First, there was the cryptic tweet: IHOP announced that soon, it would become IHOb. What would the “b” stand for? Breakfast seemed the obvious choice. Nonetheless, the Internet was abuzz, waiting.
And then the revelation: The venerable International House of Pancakes was becoming the International House of … burgers? No, don’t laugh. it’s only temporary. The whole thing was a marketing stunt designed to publicize the chain’s new line of burgers. The stunt received … mixed reviews. As did the burgers.
Complain as you may, however, you can’t get around the fact that IHOP got everyone (including many people who haven’t entered an IHOP for years) talking about the fact that the chain a) still exists and b) it has a new burger line. As far as marketing schemes go, that’s a wild success. Which is presumably why its parent company’s stock ticked up nicely on the news.
There’s always risk of blowback with things like this, of course; fans of a beloved brand often resent any attempt to take it in a new direction. Yet most of the pans that I’ve seen of either the stunt or the burgers have consisted of people saying, “You fools, I love your pancakes! Why would I eat one of your mediocre burgers when I could be having your delicious pancakes doused in an assortment of syrups?”
People screaming about how great your pancakes are is hardly a marketing fail. Historical precedent suggests that this kind of nostalgia can revive a troubled brand, even from the brink of catastrophe.
When Coke was losing market share to Pepsi back in the 1980s, it switched to a new formula that was sweeter, that was more … well, more like Pepsi. It endured a frightening backlash and had to switch back to the old formula after just a few months. But then something strange happened: People began buying more Coca-Cola. Threatening to take away a beloved product had reminded people just how much they loved the old favorite they’d been neglecting.
By making this a temporary move, IHOb may have summoned that nostalgic excitement without putting the brand at risk. If sales spike as Wall Street seems to expect, this will be a landmark moment in marketing history.
And that’s exactly the kind of moment that IHOP badly needed. Though its marketing department is clearly at the top of its game, the restaurant chain itself is in a tough spot. The whole “casual dining” sector, of which IHOP is an elder statesman, is under fierce pressure from “fast casual” outlets such as Panera, Chipotle and Shake Shack that have successfully straddled the line between fast food and restaurants. They offer higher-quality food, using fresher ingredients, than the old fast-food places, but they serve it quick and let you get on your way without having to tip a waitress.
And IHOP was under particularly great pressure, for two reasons. First, one of its key selling points is its family-friendly menus.
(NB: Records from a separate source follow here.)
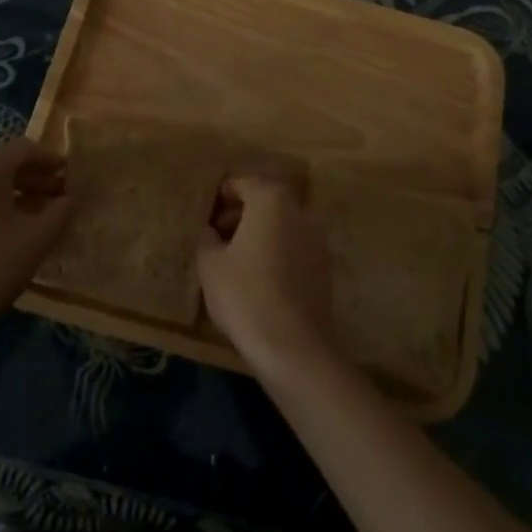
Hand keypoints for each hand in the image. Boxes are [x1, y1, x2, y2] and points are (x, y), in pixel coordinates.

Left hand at [0, 137, 69, 348]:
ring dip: (8, 196)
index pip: (26, 149)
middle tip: (56, 199)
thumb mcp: (38, 238)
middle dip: (31, 180)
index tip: (69, 177)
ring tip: (31, 218)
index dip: (51, 161)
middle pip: (2, 165)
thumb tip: (70, 197)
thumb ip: (62, 210)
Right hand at [196, 172, 334, 373]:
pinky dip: (276, 252)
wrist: (293, 347)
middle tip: (217, 237)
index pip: (242, 183)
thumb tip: (210, 231)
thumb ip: (207, 238)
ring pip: (281, 224)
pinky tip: (259, 278)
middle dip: (240, 214)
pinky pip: (294, 247)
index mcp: (271, 199)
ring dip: (260, 233)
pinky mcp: (324, 266)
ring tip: (235, 260)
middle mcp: (299, 210)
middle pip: (265, 201)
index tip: (207, 218)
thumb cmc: (245, 295)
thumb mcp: (210, 265)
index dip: (221, 198)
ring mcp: (317, 238)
And second, its iconic product is a pile of carbohydrates drenched in sugary syrup.
For a long time, that was a great space to be in. People with children need someplace they can take the kids for a meal without worrying that their children will throw a tantrum over unfamiliar foods, or deface the expensive decor. And carbohydrates are about the cheapest ingredients you can buy, meaning that you can sell them at an attractive price-point while still earning a nice markup.
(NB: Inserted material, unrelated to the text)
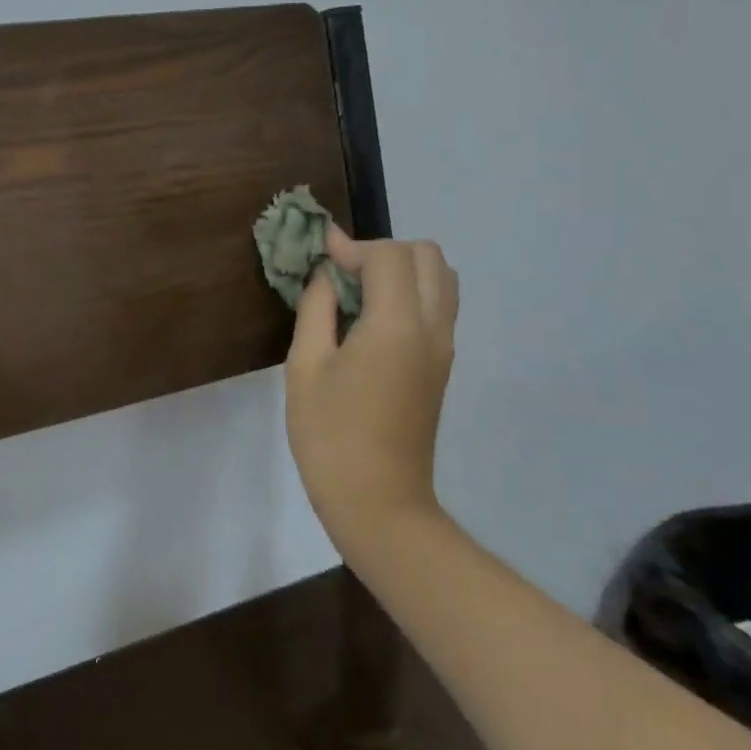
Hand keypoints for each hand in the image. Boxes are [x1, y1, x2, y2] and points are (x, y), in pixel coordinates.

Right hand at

Then the low-carb craze hit America. At the same time (though probably not related), Americans stopped having kids. Leaving IHOP with a bit of a strategic problem: Few restaurants can depend entirely on the custom of suburban teenagers who need a place that will let them stuff 15 high school seniors into one booth, each of whom will then nurse one soda for three hours.
Is focusing on burgers the answer to that problem? Maybe not. The burger space is incredibly crowded, and it seems unlikely that IHOb is going to edge out Smashburger, Shake Shack and Five Guys as the destination of choice for burger connoisseurs.
On the other hand, let’s be honest: We never went to IHOP for the superb food. We went to IHOP because it offered a place to sit down with a group, and a large enough menu that everyone in the group could find something to eat. Adding more burgers on that menu moves its center of gravity away from “carboload,” which will probably help it retain this special place in our lives. Especially now that everyone in America is aware that those burgers are there.
And along the way, they seem to have helped others remember how much they loved eating those pancakes, however guilty that pleasure may be. So though I prefer my burgers medium rare, I’d like to offer IHOb a hearty “well done.”